Üzerimdeki tişörtü hızlıca çıkarıp Cemre'nin sırtındaki kanayan yaraya bastırdım ve dikkatli bir şekilde Cemre'yi kucağıma aldım. Terastan çıkıp masanın üzerindeki anahtarı aldım ve evden çıkarak arabanın kilidini açıp Cemre'yi arka koltuğa yatırdım. Demir kapıyı uzaktan kumandayla açtıktan sonra hızla arabaya binip bahçeden çıktım ve hastaneye doğru sürmeye başladım.

''Keşke o kurşun bana gelseydi Cemre. Senin yaşaman için ben ölürüm'' dikiz aynasından sürekli Cemre'yi kontrol edip duruyordum.
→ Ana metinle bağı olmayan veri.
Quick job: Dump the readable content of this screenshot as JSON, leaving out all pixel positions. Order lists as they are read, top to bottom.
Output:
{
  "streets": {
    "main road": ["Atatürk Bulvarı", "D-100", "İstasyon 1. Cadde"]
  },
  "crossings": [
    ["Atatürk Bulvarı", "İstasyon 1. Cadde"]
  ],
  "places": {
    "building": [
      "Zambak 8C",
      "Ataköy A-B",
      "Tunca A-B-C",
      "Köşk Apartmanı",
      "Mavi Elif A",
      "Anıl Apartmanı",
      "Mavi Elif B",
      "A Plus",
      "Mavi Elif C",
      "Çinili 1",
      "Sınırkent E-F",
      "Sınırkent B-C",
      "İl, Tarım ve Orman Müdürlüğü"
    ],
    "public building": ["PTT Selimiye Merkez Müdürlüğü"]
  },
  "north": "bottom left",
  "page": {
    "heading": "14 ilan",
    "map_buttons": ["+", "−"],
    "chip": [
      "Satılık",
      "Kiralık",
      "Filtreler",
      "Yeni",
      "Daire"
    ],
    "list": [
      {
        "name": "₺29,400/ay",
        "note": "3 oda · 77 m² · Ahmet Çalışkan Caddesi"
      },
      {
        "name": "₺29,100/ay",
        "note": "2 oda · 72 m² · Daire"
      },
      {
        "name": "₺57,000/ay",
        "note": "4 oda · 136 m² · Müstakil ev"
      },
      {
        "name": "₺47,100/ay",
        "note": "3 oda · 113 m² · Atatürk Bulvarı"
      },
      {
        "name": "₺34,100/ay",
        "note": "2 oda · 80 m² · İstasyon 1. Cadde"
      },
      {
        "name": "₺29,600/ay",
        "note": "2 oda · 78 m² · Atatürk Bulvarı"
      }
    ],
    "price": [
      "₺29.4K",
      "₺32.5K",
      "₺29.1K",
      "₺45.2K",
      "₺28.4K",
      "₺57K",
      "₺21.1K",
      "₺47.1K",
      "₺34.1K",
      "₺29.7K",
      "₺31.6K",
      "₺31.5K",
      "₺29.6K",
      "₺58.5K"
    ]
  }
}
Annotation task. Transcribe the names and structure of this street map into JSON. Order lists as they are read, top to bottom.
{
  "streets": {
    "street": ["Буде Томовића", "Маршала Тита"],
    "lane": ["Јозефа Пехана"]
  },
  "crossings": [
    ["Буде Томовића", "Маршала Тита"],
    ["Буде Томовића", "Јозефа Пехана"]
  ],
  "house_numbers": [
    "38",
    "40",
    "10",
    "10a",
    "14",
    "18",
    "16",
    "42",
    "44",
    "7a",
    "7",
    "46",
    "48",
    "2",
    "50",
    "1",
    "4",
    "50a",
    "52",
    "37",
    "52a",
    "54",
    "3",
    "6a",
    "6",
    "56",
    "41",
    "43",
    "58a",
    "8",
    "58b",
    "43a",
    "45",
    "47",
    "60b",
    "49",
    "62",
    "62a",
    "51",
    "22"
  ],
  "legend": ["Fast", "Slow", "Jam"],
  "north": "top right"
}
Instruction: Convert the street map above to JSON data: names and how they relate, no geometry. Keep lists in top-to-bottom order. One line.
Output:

Kırmızı elbisesin ardından akan kanlar önce benim tişörtümü boyuyor ardından da koltuğa renk veriyordu. Cebimdeki telefonu çıkarıp Volkan'ı aradım.

''Alo Volkan''

''Ne oldu? Ağlıyor musun sen?'' derin bir nefes aldım

''Volkan, Cemre...'' ilk defa sesim titriyordu. Cemre'yi kaybetme korkusu sesimi titretiyordu

''Ne oldu Cemre'ye?''

''Volkan Cemre vuruldu''

''Ne!?''

''Ne olur yanıma gel, sana ihtiyacım var''

''Tamam, konum yolla'' deyip telefonu kapattı bende hızımı arttırdım. Bir süre sonra hastaneye geldiğimde arabayı durdurup aşağıya indim ve arka kapıyı açıp Cemre'yi kucağıma aldım. Çıplak göğsüme değen kanı irkilmeme neden oldu.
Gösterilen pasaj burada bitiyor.